When the researchers caused human cells to overproduce the protein, those cells repaired DNA breaks more efficiently. And when they caused live fruit flies to make a lot of the protein, “they started living longer and they also became more resistant to DNA damage,” says Gorbunova. “The most important take home message for us humans is that there is room for improvement.”

She says that boosting the level of this protein in humans might one day help slow down the rate at which our cells accumulate mutations. “If we understand the mechanism of longevity in this exceptionally long-lived mammal,” she argues, “maybe we can find a way to clinically translate this mechanism to benefit human health.”

An ocean of possibilities

Amy Boddy, an evolutionary biologist at UC Santa Barbara who didn’t participate in the research, found the results impressive and helpful for those in comparative oncology, a field focused on cancer and tumor formation, growth and suppression across species.

“We want to be able to treat cancer better in humans,” she says. “And so it’s really exciting to know that animals have evolved different pathways to live long and defend against cancer, tested through evolution.”

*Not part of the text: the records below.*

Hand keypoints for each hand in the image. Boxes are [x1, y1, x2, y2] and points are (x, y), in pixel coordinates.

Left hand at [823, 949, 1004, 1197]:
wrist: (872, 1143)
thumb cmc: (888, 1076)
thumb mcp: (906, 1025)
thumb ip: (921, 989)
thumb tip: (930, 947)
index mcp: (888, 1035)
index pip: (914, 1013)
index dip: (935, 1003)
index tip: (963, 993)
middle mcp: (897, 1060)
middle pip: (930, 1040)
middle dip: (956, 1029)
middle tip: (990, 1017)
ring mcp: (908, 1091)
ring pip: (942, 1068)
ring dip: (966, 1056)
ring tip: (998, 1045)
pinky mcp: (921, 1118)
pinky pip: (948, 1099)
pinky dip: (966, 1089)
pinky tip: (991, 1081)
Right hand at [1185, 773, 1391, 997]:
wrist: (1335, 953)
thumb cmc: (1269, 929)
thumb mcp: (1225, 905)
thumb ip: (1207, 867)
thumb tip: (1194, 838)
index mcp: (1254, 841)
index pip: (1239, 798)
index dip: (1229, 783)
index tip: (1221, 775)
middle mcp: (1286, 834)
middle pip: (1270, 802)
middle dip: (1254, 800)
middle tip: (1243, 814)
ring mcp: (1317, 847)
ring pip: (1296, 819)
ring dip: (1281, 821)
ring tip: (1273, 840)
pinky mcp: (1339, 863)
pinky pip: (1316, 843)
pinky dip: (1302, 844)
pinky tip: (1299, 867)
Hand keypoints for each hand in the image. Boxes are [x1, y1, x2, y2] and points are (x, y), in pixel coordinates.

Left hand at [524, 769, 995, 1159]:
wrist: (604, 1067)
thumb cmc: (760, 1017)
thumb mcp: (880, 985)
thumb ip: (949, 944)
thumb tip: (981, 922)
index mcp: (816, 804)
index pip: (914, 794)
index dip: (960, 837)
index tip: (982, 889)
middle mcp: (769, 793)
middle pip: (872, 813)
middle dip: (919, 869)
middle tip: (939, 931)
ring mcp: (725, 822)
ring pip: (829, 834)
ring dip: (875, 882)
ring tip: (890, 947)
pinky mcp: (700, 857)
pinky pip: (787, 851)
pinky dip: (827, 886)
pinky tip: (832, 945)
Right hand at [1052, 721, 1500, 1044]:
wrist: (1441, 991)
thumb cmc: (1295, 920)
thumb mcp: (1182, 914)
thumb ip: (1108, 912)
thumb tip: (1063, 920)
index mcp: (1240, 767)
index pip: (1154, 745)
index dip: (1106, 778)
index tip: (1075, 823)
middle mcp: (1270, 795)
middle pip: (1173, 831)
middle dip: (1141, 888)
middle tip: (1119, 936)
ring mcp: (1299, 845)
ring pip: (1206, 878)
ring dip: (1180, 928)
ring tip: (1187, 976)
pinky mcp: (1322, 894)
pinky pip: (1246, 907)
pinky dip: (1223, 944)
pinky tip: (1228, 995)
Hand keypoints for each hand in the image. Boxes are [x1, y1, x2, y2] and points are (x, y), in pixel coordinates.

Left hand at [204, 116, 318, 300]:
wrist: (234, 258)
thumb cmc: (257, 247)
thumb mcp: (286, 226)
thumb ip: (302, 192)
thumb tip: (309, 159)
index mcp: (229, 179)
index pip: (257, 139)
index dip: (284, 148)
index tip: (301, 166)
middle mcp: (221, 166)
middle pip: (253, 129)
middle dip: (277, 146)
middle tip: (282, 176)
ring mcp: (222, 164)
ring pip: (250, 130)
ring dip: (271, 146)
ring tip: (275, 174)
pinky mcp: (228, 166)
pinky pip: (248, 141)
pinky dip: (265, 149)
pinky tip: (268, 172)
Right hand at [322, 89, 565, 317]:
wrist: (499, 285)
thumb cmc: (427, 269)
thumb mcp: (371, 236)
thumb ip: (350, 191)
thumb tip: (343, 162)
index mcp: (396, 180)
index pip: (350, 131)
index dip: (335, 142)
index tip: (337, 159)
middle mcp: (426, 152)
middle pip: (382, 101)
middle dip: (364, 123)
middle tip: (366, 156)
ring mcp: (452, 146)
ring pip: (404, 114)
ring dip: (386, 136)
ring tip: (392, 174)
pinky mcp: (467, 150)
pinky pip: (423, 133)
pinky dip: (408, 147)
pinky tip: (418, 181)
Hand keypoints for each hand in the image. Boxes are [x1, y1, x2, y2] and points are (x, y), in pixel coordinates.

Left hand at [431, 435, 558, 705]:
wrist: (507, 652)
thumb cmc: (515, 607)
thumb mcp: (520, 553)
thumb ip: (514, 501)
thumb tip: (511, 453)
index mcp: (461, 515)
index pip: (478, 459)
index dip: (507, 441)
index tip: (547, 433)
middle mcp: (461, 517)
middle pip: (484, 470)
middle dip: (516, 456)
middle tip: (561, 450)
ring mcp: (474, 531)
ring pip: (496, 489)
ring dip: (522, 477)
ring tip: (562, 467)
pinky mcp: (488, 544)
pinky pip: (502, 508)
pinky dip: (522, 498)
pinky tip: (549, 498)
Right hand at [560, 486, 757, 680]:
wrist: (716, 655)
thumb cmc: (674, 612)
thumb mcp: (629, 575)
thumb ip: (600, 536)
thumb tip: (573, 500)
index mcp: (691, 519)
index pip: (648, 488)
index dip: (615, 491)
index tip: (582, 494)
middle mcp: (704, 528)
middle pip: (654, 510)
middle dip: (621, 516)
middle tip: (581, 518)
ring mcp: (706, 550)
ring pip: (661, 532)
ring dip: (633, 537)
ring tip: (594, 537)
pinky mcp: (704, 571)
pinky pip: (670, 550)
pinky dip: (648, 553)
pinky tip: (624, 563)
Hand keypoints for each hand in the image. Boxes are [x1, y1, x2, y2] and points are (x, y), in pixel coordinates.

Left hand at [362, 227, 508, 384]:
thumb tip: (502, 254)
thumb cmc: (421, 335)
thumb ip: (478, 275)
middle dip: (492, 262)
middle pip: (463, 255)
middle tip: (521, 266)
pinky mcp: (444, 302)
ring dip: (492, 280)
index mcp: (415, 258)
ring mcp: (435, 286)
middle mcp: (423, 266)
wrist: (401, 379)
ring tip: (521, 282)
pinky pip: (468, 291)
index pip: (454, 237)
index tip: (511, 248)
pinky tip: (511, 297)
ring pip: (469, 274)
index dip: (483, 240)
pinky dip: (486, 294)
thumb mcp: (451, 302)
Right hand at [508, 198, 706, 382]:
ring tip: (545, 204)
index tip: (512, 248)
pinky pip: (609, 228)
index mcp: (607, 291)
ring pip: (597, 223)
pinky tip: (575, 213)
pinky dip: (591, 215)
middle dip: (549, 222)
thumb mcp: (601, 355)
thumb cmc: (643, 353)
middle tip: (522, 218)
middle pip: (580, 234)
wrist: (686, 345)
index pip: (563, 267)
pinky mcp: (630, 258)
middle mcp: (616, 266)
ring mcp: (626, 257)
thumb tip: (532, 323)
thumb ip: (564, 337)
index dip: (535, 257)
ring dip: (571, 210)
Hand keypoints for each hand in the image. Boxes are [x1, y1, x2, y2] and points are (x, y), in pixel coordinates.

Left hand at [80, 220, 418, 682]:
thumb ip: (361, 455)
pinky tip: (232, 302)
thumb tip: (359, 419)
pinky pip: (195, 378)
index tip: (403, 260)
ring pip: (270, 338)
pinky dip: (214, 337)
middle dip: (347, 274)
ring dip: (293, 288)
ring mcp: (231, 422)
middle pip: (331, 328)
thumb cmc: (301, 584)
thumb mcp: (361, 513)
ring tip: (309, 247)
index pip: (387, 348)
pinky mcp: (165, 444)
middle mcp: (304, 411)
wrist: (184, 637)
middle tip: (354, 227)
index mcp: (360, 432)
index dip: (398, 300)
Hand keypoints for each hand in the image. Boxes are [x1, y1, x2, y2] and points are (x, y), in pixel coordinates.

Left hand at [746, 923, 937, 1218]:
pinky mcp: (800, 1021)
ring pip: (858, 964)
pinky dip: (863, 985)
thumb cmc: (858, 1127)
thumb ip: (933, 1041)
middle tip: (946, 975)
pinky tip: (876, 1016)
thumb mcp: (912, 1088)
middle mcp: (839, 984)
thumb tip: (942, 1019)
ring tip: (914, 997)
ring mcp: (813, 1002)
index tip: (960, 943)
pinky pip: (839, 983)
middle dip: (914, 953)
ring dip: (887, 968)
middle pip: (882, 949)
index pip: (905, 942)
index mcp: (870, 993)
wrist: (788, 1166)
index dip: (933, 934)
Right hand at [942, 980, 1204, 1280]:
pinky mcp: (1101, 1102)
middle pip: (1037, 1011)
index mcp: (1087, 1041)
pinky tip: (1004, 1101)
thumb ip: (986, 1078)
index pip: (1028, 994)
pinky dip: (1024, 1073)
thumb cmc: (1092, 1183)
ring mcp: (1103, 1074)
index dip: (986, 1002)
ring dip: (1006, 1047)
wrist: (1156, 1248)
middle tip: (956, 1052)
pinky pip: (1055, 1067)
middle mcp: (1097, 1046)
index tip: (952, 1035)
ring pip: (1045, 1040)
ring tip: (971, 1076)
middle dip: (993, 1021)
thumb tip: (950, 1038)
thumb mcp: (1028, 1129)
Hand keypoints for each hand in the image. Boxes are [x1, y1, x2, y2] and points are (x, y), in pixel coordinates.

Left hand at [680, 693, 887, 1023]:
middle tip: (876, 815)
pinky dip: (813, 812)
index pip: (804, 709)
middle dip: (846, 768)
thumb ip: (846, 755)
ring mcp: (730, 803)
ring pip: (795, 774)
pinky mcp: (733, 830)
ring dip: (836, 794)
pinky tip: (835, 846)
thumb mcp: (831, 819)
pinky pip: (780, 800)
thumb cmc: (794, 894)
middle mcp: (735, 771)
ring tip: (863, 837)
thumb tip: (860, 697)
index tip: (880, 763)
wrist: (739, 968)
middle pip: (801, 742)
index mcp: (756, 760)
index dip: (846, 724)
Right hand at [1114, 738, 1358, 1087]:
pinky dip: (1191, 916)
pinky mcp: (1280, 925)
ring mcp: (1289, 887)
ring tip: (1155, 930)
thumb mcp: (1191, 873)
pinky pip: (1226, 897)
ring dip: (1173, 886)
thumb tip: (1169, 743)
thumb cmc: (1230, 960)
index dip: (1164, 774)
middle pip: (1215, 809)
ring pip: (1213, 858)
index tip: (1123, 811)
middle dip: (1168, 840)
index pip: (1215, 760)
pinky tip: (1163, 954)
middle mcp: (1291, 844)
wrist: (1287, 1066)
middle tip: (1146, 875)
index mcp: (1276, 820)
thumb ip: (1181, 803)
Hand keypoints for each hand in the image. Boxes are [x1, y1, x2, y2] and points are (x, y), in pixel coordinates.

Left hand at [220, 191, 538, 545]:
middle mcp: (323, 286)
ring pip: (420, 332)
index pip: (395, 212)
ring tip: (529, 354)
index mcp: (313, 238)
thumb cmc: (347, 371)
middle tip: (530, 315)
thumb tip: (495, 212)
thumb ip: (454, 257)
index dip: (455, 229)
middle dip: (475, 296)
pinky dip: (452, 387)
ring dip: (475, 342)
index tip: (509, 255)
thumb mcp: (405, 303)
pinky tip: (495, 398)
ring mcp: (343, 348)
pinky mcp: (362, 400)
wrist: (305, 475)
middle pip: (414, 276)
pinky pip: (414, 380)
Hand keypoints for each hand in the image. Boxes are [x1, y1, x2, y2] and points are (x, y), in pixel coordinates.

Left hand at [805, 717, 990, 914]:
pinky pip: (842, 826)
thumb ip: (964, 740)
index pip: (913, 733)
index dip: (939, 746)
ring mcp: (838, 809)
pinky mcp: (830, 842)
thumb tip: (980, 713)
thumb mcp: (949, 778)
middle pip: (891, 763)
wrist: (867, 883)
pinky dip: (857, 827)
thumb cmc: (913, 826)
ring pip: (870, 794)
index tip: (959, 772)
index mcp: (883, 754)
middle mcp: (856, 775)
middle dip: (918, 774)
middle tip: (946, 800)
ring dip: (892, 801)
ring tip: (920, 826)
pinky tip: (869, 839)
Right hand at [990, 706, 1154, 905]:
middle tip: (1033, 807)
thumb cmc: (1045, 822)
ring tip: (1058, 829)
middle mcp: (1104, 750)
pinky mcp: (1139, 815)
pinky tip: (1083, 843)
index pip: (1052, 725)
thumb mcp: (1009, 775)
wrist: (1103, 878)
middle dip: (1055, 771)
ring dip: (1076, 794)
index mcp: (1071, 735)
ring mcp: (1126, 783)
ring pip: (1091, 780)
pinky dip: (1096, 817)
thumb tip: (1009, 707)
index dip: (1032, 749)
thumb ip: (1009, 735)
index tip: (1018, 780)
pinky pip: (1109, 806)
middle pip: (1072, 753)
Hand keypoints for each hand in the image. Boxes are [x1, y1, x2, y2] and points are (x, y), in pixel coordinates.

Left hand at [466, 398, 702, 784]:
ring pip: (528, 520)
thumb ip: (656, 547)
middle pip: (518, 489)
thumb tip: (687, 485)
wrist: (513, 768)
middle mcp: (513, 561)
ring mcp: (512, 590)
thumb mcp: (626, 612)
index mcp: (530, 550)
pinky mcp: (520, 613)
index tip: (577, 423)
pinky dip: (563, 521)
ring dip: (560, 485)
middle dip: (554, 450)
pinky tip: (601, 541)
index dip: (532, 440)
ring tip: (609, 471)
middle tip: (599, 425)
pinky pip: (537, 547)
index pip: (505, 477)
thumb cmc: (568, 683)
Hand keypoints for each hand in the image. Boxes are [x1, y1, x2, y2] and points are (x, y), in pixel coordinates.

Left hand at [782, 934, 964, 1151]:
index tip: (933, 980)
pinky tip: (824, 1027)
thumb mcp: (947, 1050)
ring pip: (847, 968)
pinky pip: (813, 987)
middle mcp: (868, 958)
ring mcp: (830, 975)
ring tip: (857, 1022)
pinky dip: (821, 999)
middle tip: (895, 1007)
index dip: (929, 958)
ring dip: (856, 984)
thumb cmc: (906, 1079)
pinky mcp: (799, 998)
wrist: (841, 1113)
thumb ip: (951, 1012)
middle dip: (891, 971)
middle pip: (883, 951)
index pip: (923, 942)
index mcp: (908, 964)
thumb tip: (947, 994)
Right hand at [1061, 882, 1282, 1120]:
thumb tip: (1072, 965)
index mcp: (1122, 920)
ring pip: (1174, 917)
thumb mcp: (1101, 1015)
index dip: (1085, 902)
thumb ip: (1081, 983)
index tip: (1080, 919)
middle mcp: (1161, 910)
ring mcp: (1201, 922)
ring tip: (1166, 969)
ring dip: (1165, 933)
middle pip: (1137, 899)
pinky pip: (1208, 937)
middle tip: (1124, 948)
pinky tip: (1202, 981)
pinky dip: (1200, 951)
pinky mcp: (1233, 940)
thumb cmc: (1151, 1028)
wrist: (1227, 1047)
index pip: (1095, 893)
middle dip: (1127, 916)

In addition, drawing connections between possible advances in human health that long-lived animals may gift us could pack a powerful conservation message, argues Boddy, who studies elephants, among other species. That’s especially true for animals that are vulnerable to extinction, she adds. “We should protect against poaching because they are these amazing, magical creatures that can maybe one day help human health.”

Still, Boddy points out that with any anti-cancer strategy, there’s bound to be compromise. “What these whale cells are doing is fixing damage,” she says. “But what’s the trade off in that? Because there must be a lot of energy and investment.”

Lynch, who wasn’t involved in the research either, finds the results convincing and suggests they’re just the beginning. He believes that animals like bowhead whales and elephants (not to mention some anomalous smaller organisms like bats and naked mole rats) have likely evolved additional ways to keep cancer at bay.

“We have literally uncovered a handful of the mechanisms that are responsible for their cancer resistance,” he says. “There’s going to be a whole lot more to identify, which is cool because it gives us something to do.”

Gorbunova says this is the power of looking beyond typical lab animals like mice and fruit flies. “If we only study very short-lived organisms, we cannot really find longevity mechanisms because they don’t have them,” she says.

In contrast, whales and elephants appear to have much to teach us from their many years on this planet.